Un homme passe devant une affiche représentant des missiles dans une rue de Téhéran. Les marchés sont en baisse, craignant un embrasement au Proche et au Moyen-Orient et une inflation tenace.

Les rendements des obligations américaines, qui déterminent les taux d’intérêt de nombreux prêts, ont augmenté. Le taux moyen des hypothèques à 30 ans, le prêt immobilier le plus populaire aux États-Unis, a dépassé les 7 % jeudi pour la première fois cette année.

Tensions géopolitiques

Le dollar est aussi en nette hausse, ce qui pèse sur les pays qui importent des biens des États-Unis et émettent des obligations libellées en dollars. Les prix du pétrole, alimentés par les tensions géopolitiques, ont augmenté de plus de 10 % depuis le début de l’année.

« Rien n’est positif en ce moment », a déclaré M. Brenner.

L’inflation plus forte que prévu érode l’optimisme des investisseurs quant aux intentions de la Fed, dont le taux directeur reste proche de son sommet de 20 ans. « Les chiffres récents, à l’évidence, ne renforcent pas notre optimisme et indiquent plutôt qu’il faudra probablement plus de temps que prévu pour atteindre cet optimisme », a déclaré Jerome Powell, le président de la Fed, mardi.

Les économistes de la Société Générale ont fait leur deuil d’une réduction des taux américains en 2024. Les économistes de BNP Parisbas et de Wells Fargo ont aussi revu à la baisse leurs prévisions de réduction.

Sur les marchés à terme, qui permettent aux investisseurs de parier sur l’évolution des taux d’intérêt, on mise sur une, voire deux baisses d’un quart de point d’ici à la fin de 2024. Au début de l’année, on s’attendait à six baisses sur cette période.

Dans un premier temps, ce changement a été bien accueilli à la Bourse, car il s’inscrivait dans le contexte d’une économie forte qui soutiendrait les bénéfices des entreprises. Mais les dernières statistiques sur l’inflation ont refroidi investisseurs et économistes.

John Williams, le président de la Fed de New York, a même évoqué cette semaine une nouvelle hausse des taux, plutôt qu’une baisse, si l’inflation reste stable, ajoutant que ce n’est pas le scénario le plus probable.

Selon d’autres responsables, l’assouplissement des taux pourrait survenir bien plus tard cette année, voire en 2025. Jusqu’à présent, ces inquiétudes ne menacent pas la solidité de l’économie américaine. Le S&P 500 a perdu plus de 4 % ce mois-ci, mais il reste en hausse de 5 % sur l’année.

De l’optimisme quand même

Par ailleurs, un sondage récent de la Bank of America auprès de gestionnaires de fonds du monde entier a révélé un niveau d’optimisme inégalé depuis janvier 2022 : on s’attend à une accélération de la croissance mondiale. Le plus grand risque, selon les personnes interrogées, est une hausse de l’inflation qui pourrait maintenir les taux d’intérêt à un niveau élevé, comprimant la croissance à l’étranger et à l’intérieur du pays.

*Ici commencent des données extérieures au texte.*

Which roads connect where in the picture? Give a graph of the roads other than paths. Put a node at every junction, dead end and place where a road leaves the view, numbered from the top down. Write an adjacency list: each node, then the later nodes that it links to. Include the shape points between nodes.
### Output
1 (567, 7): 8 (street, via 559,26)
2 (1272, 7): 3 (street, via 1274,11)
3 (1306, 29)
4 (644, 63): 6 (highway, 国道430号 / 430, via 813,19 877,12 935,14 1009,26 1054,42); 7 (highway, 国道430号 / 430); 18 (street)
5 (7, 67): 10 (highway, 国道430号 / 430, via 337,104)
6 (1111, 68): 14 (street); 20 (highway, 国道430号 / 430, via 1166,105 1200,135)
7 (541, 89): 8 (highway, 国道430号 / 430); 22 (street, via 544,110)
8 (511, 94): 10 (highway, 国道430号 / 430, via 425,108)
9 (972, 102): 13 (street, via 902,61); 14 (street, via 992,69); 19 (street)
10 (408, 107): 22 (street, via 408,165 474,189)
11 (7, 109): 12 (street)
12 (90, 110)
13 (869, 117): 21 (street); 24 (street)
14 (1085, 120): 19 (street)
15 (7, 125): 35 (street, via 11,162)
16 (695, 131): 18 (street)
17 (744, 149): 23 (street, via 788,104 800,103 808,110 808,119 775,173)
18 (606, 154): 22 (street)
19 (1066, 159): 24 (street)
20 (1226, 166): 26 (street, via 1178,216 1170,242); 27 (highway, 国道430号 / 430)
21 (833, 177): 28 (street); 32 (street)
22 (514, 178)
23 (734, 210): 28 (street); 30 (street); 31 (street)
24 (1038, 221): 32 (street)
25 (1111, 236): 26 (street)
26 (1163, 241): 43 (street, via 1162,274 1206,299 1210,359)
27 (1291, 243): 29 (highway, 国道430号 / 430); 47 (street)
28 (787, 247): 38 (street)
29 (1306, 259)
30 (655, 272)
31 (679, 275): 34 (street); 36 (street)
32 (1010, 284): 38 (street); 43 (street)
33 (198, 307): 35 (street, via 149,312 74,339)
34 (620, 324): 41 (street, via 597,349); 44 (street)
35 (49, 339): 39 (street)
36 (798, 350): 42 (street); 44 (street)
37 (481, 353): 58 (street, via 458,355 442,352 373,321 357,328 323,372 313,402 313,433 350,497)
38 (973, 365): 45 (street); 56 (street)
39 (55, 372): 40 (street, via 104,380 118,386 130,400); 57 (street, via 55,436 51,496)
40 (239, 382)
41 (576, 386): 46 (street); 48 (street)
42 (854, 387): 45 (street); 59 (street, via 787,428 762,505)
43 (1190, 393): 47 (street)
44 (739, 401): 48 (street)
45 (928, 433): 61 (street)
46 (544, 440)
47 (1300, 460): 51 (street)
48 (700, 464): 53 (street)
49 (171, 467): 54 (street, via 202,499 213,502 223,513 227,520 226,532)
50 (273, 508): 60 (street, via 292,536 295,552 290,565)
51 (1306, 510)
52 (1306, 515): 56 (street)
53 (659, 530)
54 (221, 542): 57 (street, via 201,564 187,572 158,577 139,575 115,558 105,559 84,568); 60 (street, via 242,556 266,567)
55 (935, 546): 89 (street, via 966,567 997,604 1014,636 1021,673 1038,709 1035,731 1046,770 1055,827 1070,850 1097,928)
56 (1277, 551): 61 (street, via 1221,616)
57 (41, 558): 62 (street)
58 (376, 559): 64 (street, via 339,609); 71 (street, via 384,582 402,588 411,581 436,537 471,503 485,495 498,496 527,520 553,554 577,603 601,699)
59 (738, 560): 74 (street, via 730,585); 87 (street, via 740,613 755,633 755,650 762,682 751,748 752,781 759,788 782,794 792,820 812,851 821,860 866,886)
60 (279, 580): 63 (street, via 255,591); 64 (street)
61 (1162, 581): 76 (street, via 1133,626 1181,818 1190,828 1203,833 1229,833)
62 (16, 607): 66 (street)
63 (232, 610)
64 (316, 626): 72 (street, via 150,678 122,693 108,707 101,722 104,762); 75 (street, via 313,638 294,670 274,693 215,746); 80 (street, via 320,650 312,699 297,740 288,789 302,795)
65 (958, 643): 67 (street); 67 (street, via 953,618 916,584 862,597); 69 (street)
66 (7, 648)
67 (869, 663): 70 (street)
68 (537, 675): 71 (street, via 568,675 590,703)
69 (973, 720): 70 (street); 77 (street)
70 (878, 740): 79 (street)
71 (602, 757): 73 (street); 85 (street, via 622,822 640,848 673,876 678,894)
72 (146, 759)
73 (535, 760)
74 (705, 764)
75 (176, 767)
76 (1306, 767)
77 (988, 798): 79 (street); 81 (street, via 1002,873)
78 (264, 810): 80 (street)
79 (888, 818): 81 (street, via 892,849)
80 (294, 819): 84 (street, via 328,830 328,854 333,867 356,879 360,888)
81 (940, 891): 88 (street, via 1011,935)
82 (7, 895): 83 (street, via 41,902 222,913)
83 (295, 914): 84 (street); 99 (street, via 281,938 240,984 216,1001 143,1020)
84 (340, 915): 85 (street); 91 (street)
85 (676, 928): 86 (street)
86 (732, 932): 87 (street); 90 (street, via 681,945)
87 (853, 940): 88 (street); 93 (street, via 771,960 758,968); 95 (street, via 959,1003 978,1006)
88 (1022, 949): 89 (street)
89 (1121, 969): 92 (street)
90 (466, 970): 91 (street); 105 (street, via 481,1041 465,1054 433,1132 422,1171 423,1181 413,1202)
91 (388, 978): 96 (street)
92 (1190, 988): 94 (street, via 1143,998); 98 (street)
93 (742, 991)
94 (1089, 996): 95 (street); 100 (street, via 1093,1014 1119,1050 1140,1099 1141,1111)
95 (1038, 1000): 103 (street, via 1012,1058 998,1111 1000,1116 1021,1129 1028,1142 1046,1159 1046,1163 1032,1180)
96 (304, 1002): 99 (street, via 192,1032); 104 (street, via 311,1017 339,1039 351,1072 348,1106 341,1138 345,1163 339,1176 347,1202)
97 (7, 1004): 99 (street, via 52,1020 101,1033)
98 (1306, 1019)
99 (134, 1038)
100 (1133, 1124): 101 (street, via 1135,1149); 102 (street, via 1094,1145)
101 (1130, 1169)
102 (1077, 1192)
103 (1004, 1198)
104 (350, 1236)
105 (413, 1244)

Reflétant certaines de ces inquiétudes, l’indice Russell 2000 des petites entreprises – plus sensibles aux perspectives de l’économie nationale – a perdu environ 5 % sur l’année.

« Je pense que la récente pression à la vente n’est que le début », a déclaré Peter Tchir, responsable de la stratégie macroéconomique chez Academy Securities.

Cet article a été publié dans le New York Times.